P‐Glycoprotein Inhibition Exacerbates Paclitaxel Neurotoxicity in Neurons and Patients With Cancer
Tore Bjerregaard Stage, Christina Mortensen, Sehbar Khalaf, Vivien Steffensen, Helen Hammer, Chenling Xiong, Flemming Nielsen, Oliver Poetz, Åsa Fex Svenningsen, Cristina Rodríguez‐Antona, Deanna L. Kroetz
Abstract
Paclitaxel-induced peripheral neuropathy (PIPN) is a common and dose-limiting adverse event. The role of P-glycoprotein (P-gp) in the neuronal efflux of paclitaxel was assessed using a translational approach.
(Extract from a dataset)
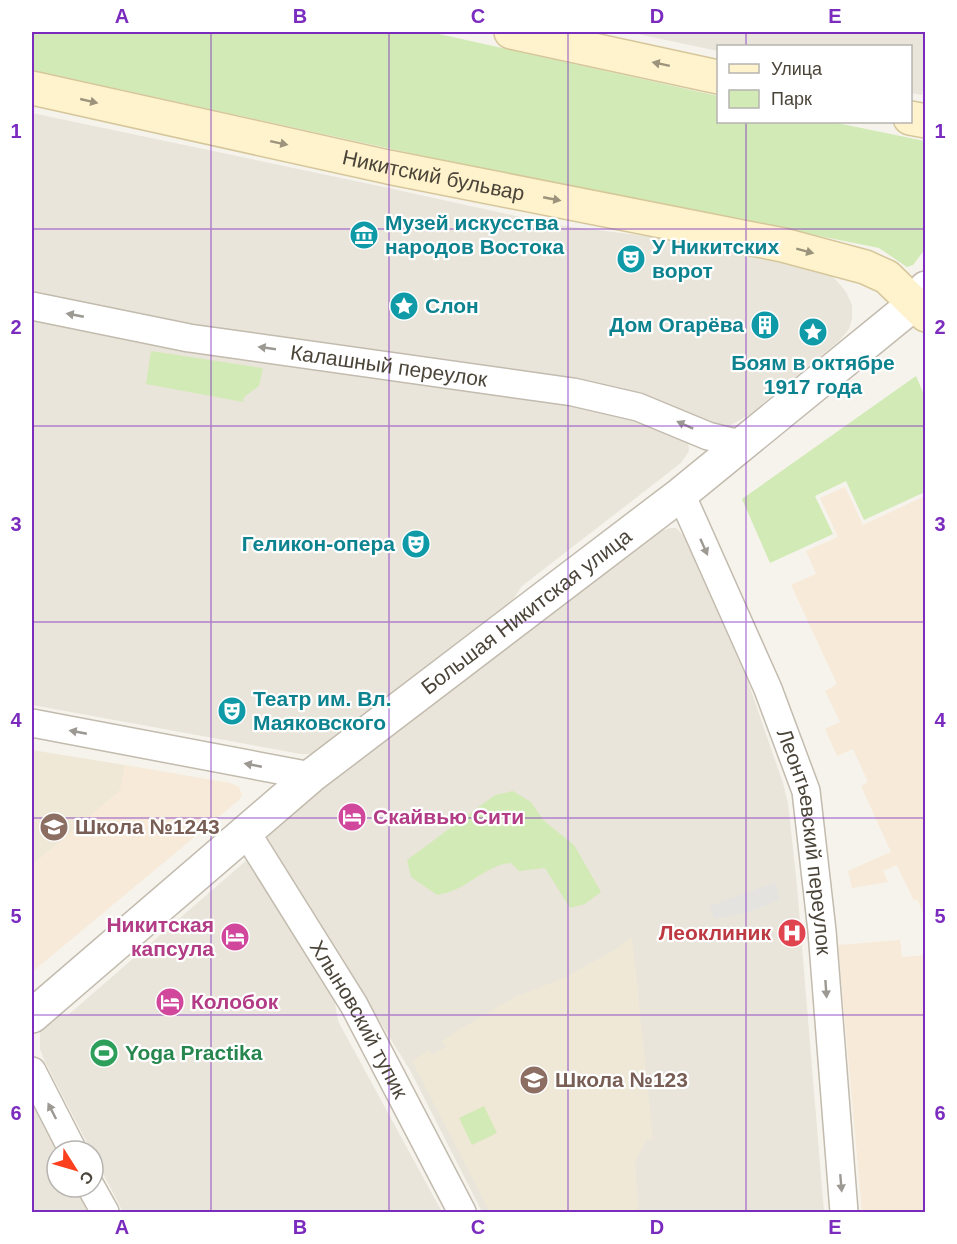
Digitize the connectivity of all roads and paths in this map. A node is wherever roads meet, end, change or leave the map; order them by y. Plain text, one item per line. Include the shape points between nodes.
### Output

SH-SY5Y cells were differentiated to neurons and paclitaxel toxicity in the absence and presence of a P-gp inhibitor was determined. Paclitaxel caused marked dose-dependent toxicity in SH-SY5Y-derived neurons. Paclitaxel neurotoxicity was exacerbated with concomitant P-gp inhibition by valspodar and verapamil, consistent with increased intracellular accumulation of paclitaxel. Patients with cancer treated with paclitaxel and P-gp inhibitors had a 2.4-fold (95% confidence interval (CI) 1.3-4.3) increased risk of peripheral neuropathy-induced dose modification while a 4.7-fold (95% CI 1.9-11.9) increased risk for patients treated with strong P-gp inhibitors was observed, and a 7.0-fold (95% CI 2.3-21.5) increased risk in patients treated with atorvastatin. Atorvastatin also increased neurotoxicity by paclitaxel in SH-SY5Y-derived neurons. Clinicians should be aware that comedication with P-gp inhibitors may lead to increased risk of PIPN.